Evidence from neurologically normal subjects suggests that repetition priming (RP) is independent of semantic processing. Therefore, we may expect patients with a selective deficit to conceptual knowledge to exhibit RP for words regardless of the integrity of their semantic representations. We tested six patients with semantic dementia (SD) on a lexical decision task that incorporated four different lags between first (baseline) and second (primed) presentation of repeated words. The patients exhibited significant RP that was greater for words that were categorised as semantically ‘degraded’ than for words categorised as ‘known.’ This RP advantage for semantically degraded words declined as lag increased.
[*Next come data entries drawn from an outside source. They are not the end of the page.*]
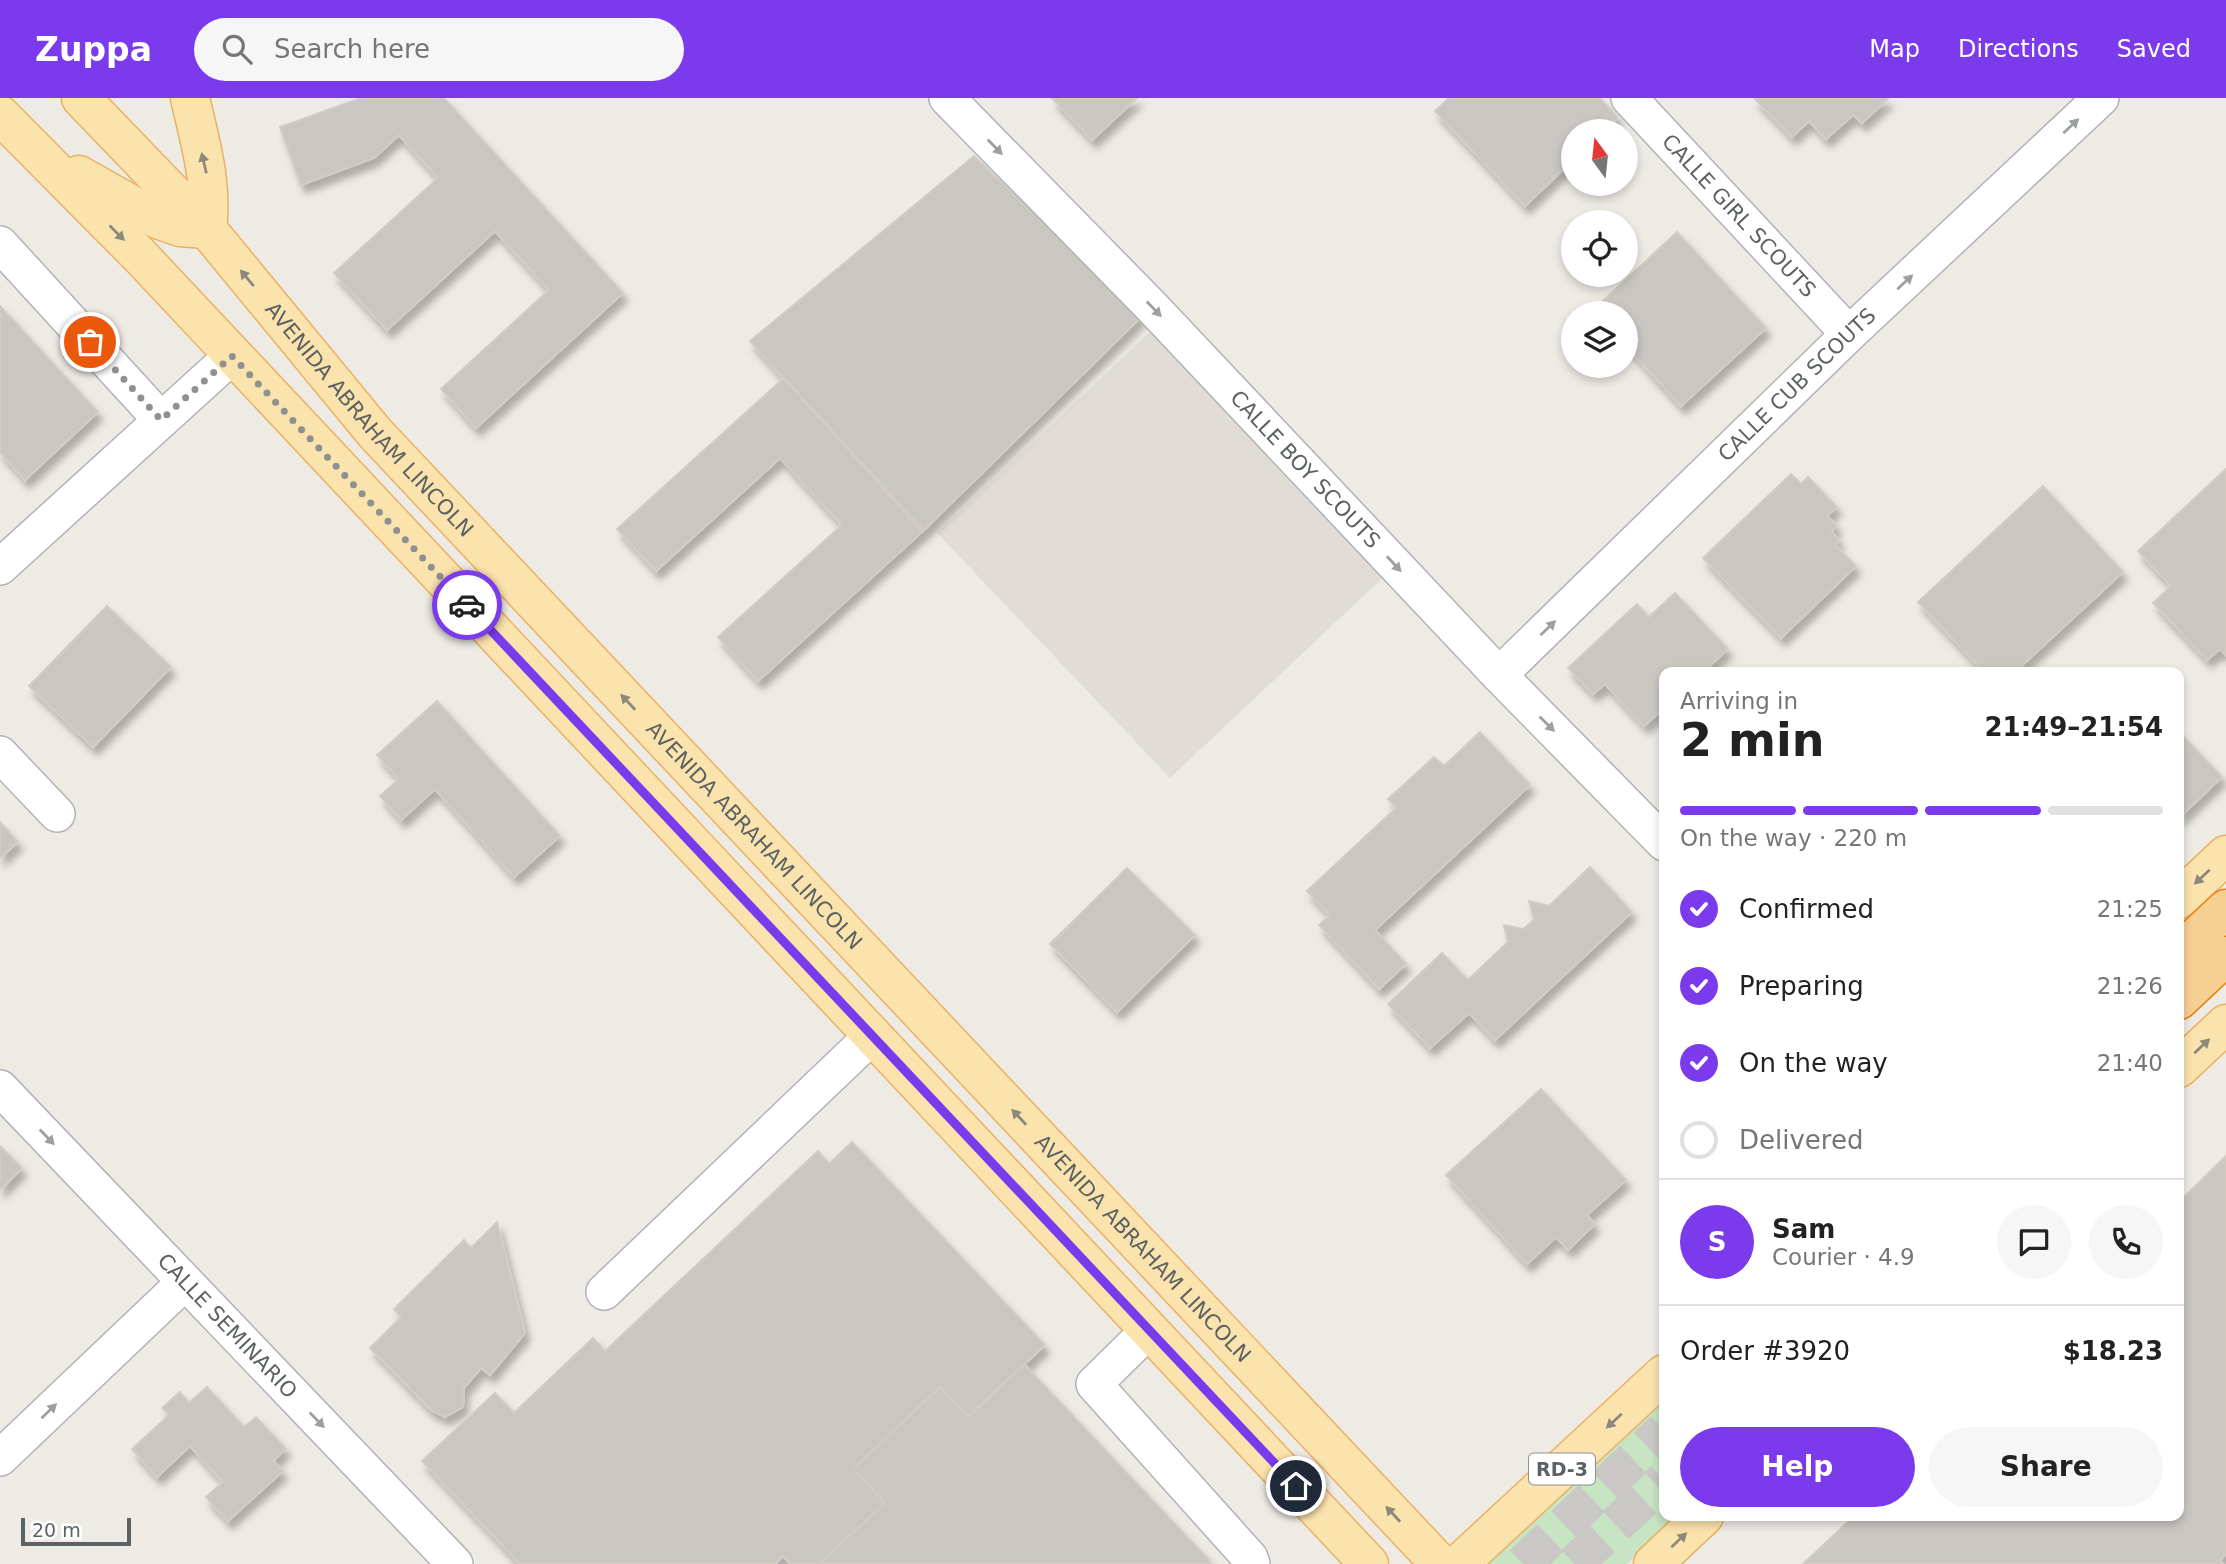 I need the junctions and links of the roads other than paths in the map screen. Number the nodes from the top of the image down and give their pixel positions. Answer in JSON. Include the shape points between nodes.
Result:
{"nodes":[{"id":1,"x":81,"y":98,"type":"edge"},
{"id":2,"x":190,"y":98,"type":"edge"},
{"id":3,"x":947,"y":98,"type":"edge"},
{"id":4,"x":1629,"y":98,"type":"edge"},
{"id":5,"x":2101,"y":98,"type":"edge"},
{"id":6,"x":0,"y":116,"type":"edge"},
{"id":7,"x":28,"y":144,"type":"junction"},
{"id":8,"x":207,"y":229,"type":"junction"},
{"id":9,"x":0,"y":244,"type":"edge"},
{"id":10,"x":1849,"y":334,"type":"junction"},
{"id":11,"x":232,"y":356,"type":"junction"},
{"id":12,"x":161,"y":420,"type":"junction"},
{"id":13,"x":0,"y":567,"type":"edge"},
{"id":14,"x":1499,"y":675,"type":"junction"},
{"id":15,"x":0,"y":754,"type":"edge"},
{"id":16,"x":57,"y":814,"type":"dead end"},
{"id":17,"x":1659,"y":838,"type":"edge"},
{"id":18,"x":2226,"y":855,"type":"edge"},
{"id":19,"x":2184,"y":894,"type":"edge"},
{"id":20,"x":2226,"y":909,"type":"edge"},
{"id":21,"x":2184,"y":948,"type":"edge"},
{"id":22,"x":2226,"y":956,"type":"edge"},
{"id":23,"x":2184,"y":995,"type":"edge"},
{"id":24,"x":2226,"y":1024,"type":"edge"},
{"id":25,"x":872,"y":1036,"type":"junction"},
{"id":26,"x":2184,"y":1063,"type":"edge"},
{"id":27,"x":0,"y":1087,"type":"edge"},
{"id":28,"x":186,"y":1282,"type":"junction"},
{"id":29,"x":604,"y":1292,"type":"dead end"},
{"id":30,"x":1149,"y":1330,"type":"junction"},
{"id":31,"x":1659,"y":1379,"type":"edge"},
{"id":32,"x":0,"y":1458,"type":"edge"},
{"id":33,"x":1699,"y":1521,"type":"edge"},
{"id":34,"x":455,"y":1564,"type":"edge"},
{"id":35,"x":1252,"y":1564,"type":"edge"},
{"id":36,"x":1369,"y":1564,"type":"edge"},
{"id":37,"x":1440,"y":1564,"type":"edge"},
{"id":38,"x":1459,"y":1564,"type":"edge"},
{"id":39,"x":1653,"y":1564,"type":"edge"}],
"edges":[{"from":1,"to":8,"type":"main road","name":"AVENIDA ABRAHAM LINCOLN"},
{"from":8,"to":2,"type":"main road","one_way":true,"via":[[208,178]]},
{"from":3,"to":14,"type":"street","name":"CALLE BOY SCOUTS","one_way":true,"via":[[1152,307]]},
{"from":4,"to":10,"type":"street","name":"CALLE GIRL SCOUTS"},
{"from":10,"to":5,"type":"street","name":"CALLE CUB SCOUTS","one_way":true},
{"from":6,"to":7,"type":"main road"},
{"from":7,"to":8,"type":"main road","via":[[157,219]]},
{"from":7,"to":11,"type":"main road","one_way":true},
{"from":37,"to":8,"type":"main road","name":"AVENIDA ABRAHAM LINCOLN","one_way":true,"via":[[375,433]]},
{"from":9,"to":12,"type":"street"},
{"from":14,"to":10,"type":"street","name":"CALLE CUB SCOUTS","one_way":true},
{"from":11,"to":12,"type":"street"},
{"from":11,"to":25,"type":"main road"},
{"from":12,"to":13,"type":"street"},
{"from":14,"to":17,"type":"street","name":"CALLE BOY SCOUTS","one_way":true},
{"from":15,"to":16,"type":"street"},
{"from":18,"to":19,"type":"main road","one_way":true},
{"from":20,"to":21,"type":"highway"},
{"from":22,"to":23,"type":"highway"},
{"from":26,"to":24,"type":"main road","one_way":true},
{"from":25,"to":29,"type":"street"},
{"from":25,"to":30,"type":"main road"},
{"from":27,"to":28,"type":"street","name":"CALLE SEMINARIO","one_way":true},
{"from":32,"to":28,"type":"street","one_way":true},
{"from":28,"to":34,"type":"street","name":"CALLE SEMINARIO","one_way":true},
{"from":30,"to":35,"type":"street","via":[[1094,1384]]},
{"from":30,"to":36,"type":"main road"},
{"from":31,"to":38,"type":"main road","number":"RD-3","one_way":true},
{"from":39,"to":33,"type":"main road","one_way":true}]}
The patients also demonstrated hyperpriming, and a significant correlation was identified between baseline response time and RP in SD but not in controls. These findings indicate that level of semantic knowledge about a word influences both baseline lexical decision performance and RP of that word. The observed hyperpriming can be parsimoniously explained by a cognitive slowing account.

Item Type: Article
Date Type: Publication
Status: Published
Schools: Psychology
Systems Immunity Research Institute (SIURI)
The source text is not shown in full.